Because the trial court made extensive scientific findings as to appropriate sound levels, it is not "unfair" to examine whether those findings were consistent with the report of a federal agency on the same subject matter. In fact, the Eighth Circuit has referenced the same materials in determining whether an agency's methodology pertaining to noise calculations was arbitrary and capricious. Mid States, 345 F.3d at 537. Clearly it was fair game.
.The C-130 Hercules is a massive transport plane utilized by the United States Air Force.
. The concurring opinion claims I am conducting "an appellate retrial of the facts.” The concurrence fails to recognize that, for the most part, I am simply restating the trial court's findings of fact. As outlined in ¶¶ 2 and 3, supra, the trial court found the following facts: (1) on average, the noise in plaintiff's apartment is comparable to that of "a vacuum cleaner;” (2) noise levels in plaintiff's apartment occasionally reach the same noise level as that of a "freight train,” and (3) the noise is generated at random, "24 hours per day 7 days per week.” I am not retrying the facts, I am-relying on them. The facts show that the trial court's legal determination was in error. No resident of any South Dakota city should have to tolerate the level of noise found by the trial court.
. The record reflects that Atkinson met her burden on the intentional element. Ellwein was put on notice on numerous occasions that his company's actions were causing excess noise in Atkinson's apartment.
. The concurring opinion avoids giving the term "manufacture” its plain and ordinary meaning. Instead, the concurrence would defer to the City’s interpretation because Atkinson failed to introduce the 1970 ordinances into evidence and, according to the concurrence, "there is no evidence of that ordinance in the record.” Concurrence ¶ 36. The concurrence claims that the rules of deference are therefore dispositive.
I do not agree that there is no evidence of the 1970 ordinance in the record. Norm Weaver, the city official charged with enforcing and interpreting zoning ordinances, engaged in the following exchange with plaintiff's counsel concerning the 1970 ordinances:
Plaintiff’s Counsel: You’ve heard the discussion here regarding what was allowed or what was restricted prior to the '99 changes as to manufacturing being a restricted use. Do you regard the activities carried on by Tour Ice as being manufacturing as interpreted under the zoning ordinances?

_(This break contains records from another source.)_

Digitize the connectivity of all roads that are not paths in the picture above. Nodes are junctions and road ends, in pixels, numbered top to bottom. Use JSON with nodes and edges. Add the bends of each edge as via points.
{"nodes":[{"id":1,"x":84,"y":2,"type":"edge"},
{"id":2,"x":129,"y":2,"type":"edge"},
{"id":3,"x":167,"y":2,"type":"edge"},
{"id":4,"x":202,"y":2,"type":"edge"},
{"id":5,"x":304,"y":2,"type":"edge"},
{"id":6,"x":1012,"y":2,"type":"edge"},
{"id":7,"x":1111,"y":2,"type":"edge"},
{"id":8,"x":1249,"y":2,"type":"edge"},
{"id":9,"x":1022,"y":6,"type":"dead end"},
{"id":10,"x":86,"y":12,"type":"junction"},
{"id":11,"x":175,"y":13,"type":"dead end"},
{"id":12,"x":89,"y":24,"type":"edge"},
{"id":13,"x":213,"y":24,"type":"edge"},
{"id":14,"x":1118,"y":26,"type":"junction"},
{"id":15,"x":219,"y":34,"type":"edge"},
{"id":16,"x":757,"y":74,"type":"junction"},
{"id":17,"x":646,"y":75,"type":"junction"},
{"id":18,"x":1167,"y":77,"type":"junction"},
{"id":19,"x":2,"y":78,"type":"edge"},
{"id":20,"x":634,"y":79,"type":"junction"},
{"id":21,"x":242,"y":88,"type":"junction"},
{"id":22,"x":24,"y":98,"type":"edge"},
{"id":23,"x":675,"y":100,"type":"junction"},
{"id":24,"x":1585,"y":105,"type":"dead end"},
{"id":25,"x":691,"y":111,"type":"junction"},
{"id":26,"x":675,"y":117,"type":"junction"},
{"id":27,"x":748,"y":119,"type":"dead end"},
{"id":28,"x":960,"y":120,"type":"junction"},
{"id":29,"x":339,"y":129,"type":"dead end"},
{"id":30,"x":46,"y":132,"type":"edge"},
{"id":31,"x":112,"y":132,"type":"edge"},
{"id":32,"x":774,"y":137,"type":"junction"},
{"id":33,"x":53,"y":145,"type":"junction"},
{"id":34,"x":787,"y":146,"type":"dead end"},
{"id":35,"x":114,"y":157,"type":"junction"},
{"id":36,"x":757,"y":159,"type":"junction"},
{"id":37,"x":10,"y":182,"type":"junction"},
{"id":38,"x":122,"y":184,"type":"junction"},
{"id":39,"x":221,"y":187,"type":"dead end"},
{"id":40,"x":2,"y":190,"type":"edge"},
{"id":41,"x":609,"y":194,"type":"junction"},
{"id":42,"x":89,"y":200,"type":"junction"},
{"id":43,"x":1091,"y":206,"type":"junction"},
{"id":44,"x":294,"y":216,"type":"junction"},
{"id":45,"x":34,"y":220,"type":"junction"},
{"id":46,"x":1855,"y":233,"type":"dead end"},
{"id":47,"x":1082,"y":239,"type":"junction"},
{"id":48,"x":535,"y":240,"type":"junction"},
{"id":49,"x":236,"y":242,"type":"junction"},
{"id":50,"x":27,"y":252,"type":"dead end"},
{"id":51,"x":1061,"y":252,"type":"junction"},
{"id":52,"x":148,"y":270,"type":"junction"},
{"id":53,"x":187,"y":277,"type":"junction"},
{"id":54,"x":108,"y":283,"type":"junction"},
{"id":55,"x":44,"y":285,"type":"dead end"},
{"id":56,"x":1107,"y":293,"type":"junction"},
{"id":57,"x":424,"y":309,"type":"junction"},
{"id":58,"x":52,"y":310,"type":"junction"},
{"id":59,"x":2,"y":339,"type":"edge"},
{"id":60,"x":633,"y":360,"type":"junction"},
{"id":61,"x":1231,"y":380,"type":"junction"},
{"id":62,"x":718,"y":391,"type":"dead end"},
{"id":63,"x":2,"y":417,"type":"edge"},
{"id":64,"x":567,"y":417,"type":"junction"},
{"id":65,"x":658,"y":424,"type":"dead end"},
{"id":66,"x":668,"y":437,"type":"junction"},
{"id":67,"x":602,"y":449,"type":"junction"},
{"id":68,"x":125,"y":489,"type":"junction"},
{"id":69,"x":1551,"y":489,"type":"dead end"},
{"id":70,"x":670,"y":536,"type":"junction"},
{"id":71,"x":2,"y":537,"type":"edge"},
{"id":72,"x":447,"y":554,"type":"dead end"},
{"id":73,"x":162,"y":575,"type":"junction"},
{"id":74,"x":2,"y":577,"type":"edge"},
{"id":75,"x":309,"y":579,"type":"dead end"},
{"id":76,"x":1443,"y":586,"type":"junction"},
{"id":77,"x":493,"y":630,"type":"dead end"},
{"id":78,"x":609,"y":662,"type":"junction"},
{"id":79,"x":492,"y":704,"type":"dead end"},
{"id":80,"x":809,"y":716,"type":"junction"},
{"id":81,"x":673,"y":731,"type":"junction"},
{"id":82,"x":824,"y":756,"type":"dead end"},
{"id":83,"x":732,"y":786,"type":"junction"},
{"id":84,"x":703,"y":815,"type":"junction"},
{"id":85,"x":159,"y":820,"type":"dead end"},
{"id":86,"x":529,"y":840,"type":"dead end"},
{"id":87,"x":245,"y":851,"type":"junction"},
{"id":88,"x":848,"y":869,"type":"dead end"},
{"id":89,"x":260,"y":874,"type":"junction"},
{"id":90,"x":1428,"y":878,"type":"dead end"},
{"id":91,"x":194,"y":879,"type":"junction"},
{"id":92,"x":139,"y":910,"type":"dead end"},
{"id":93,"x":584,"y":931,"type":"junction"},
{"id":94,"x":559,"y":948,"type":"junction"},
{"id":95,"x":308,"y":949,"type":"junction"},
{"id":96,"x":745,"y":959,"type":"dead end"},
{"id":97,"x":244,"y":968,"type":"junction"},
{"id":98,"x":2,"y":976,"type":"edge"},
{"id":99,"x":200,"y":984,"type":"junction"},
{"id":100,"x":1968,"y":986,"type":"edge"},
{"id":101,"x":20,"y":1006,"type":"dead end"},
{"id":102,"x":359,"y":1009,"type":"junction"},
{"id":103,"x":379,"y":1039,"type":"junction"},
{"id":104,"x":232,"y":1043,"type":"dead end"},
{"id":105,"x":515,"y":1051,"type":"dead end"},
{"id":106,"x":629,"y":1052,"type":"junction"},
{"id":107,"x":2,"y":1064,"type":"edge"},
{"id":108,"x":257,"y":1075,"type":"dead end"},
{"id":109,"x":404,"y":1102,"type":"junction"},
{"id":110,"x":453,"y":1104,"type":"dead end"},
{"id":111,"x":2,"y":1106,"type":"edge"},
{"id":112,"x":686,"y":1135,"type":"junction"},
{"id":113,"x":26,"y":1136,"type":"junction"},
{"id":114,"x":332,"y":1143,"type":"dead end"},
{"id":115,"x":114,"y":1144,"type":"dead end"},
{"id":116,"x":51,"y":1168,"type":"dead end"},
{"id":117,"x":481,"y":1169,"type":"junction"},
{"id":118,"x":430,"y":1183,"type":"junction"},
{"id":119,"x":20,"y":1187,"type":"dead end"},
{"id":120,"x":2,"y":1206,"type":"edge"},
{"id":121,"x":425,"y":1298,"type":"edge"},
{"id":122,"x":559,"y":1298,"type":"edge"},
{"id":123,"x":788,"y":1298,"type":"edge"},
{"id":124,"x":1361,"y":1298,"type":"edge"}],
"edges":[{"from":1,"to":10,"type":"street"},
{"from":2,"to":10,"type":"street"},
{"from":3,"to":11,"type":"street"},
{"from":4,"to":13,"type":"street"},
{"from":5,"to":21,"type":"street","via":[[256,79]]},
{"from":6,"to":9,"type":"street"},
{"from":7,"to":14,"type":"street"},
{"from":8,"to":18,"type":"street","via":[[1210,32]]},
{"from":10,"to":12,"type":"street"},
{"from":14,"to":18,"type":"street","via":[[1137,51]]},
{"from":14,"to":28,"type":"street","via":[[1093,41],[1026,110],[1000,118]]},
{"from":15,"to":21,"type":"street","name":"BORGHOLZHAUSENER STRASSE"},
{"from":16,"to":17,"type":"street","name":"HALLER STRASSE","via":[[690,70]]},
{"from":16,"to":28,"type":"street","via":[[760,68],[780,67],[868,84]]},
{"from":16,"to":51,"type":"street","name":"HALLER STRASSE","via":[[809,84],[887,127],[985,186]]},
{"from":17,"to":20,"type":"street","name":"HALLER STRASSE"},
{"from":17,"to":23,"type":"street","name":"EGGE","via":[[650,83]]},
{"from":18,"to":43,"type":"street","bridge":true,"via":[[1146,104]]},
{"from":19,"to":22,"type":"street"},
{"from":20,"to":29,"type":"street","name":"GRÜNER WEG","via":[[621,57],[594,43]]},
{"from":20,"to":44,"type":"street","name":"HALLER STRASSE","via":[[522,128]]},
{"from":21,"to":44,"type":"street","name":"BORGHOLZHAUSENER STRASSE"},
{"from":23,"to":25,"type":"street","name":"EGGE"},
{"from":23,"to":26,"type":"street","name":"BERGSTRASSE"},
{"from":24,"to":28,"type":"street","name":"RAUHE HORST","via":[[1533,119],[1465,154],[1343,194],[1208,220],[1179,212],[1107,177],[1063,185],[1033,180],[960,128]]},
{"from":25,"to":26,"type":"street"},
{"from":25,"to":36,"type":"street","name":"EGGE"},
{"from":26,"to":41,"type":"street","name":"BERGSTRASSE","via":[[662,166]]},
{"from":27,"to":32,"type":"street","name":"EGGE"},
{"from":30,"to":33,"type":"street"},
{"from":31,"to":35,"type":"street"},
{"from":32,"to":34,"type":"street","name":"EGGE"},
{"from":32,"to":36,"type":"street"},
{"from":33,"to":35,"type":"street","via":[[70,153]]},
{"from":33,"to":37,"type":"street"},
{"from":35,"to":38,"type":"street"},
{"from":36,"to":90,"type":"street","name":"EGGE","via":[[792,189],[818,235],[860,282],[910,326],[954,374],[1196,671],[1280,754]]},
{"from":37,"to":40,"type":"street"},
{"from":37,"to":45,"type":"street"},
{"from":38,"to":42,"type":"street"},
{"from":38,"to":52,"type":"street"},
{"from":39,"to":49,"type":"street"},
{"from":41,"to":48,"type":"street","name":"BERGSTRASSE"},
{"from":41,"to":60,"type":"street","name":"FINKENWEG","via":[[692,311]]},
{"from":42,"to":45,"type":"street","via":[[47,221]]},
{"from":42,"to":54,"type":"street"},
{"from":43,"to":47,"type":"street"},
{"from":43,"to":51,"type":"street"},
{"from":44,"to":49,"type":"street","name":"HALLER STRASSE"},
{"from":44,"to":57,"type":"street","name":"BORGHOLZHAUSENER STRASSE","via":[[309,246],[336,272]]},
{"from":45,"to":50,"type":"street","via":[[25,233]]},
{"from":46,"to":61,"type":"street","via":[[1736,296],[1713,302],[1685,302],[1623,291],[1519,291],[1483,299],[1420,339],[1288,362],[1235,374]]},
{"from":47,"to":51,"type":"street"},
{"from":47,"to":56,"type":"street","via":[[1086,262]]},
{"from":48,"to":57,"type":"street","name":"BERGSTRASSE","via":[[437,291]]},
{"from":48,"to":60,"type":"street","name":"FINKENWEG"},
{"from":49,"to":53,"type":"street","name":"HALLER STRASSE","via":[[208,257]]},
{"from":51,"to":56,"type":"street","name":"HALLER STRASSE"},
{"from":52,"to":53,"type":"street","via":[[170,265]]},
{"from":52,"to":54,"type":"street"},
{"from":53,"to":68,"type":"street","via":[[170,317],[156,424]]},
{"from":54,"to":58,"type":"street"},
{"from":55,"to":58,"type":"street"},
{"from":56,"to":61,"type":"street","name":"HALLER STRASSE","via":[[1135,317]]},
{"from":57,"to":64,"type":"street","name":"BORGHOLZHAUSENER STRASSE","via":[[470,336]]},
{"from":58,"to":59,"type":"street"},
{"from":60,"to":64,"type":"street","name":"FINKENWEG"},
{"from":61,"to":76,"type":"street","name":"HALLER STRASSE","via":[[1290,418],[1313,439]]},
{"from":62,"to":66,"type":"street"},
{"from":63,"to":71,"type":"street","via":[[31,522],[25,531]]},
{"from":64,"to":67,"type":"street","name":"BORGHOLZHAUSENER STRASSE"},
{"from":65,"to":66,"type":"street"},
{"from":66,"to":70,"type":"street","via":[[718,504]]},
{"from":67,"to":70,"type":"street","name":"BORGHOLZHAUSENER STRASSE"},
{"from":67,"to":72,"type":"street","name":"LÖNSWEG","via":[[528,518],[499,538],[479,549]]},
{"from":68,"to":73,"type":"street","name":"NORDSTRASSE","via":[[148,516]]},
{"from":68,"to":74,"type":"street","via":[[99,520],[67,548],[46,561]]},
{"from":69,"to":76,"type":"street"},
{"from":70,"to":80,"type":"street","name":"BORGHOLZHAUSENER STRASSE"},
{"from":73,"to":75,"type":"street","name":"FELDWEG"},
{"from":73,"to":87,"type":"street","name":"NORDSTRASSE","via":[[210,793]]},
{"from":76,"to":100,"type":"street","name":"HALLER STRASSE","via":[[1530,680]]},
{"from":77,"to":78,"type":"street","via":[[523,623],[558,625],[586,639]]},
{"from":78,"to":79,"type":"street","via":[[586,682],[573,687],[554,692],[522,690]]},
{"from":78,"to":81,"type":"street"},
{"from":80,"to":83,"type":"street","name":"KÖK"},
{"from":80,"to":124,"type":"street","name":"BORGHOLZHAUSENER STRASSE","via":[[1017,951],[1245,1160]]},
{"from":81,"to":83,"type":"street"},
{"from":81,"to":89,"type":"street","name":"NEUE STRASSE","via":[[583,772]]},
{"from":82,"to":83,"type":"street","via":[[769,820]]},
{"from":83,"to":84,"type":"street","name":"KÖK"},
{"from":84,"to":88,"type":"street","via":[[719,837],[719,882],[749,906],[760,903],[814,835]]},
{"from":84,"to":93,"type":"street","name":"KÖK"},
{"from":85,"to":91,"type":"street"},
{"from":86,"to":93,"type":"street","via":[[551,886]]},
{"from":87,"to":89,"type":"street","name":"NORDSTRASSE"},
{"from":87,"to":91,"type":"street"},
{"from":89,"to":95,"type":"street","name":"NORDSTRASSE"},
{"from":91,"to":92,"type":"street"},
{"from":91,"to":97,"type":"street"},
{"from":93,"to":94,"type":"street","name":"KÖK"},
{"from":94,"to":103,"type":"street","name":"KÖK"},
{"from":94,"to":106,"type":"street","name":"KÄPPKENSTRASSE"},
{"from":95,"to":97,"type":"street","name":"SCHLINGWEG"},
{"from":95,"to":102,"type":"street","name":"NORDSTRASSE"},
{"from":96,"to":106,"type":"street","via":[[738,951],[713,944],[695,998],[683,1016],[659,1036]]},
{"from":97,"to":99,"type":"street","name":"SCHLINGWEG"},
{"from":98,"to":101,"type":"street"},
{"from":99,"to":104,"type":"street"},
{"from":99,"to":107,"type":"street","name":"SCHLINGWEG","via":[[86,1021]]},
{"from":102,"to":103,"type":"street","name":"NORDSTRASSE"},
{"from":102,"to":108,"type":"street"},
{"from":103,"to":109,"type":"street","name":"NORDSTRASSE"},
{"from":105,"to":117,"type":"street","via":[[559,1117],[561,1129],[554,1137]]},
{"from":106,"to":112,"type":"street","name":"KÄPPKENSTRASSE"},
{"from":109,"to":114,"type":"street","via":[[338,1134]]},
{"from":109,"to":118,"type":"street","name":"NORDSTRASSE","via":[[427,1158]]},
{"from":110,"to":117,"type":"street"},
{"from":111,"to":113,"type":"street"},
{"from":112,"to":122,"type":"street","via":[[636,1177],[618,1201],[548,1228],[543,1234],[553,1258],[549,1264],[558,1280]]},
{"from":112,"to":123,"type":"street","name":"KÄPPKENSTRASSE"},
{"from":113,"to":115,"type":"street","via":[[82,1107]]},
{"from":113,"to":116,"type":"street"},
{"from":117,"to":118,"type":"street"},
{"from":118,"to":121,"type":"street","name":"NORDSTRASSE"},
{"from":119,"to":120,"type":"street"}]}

Weaver: To us — and we — when Mr. Mel-cher moved ... we did not consider making ice manufacturing and, you know, the use was previously permitted and so we based all of our understanding, I guess, from — from that point on, and I guess we have not changed our mind.
Thus, Mr. Weaver does not dispute that the 1970 ordinances prohibited manufacturing in the central business district. Neither do any of the parties. Nor did the trial court. Nor does the majority opinion. Why in the world would the majority opinion strain to conclude making ice was not manufacturing if manufacturing was not prohibited by the ordinance? It is not necessary to reproduce the ordinance when no one disputes what it says.
Even if the City is afforded the highest degree of deference, its interpretation ■ still fails to make basic sense. The freezing of water, cutting, packing, storing, and shipping of 100,000 pounds of ice per day constitutes manufacturing in the plain and ordinary sense of the word.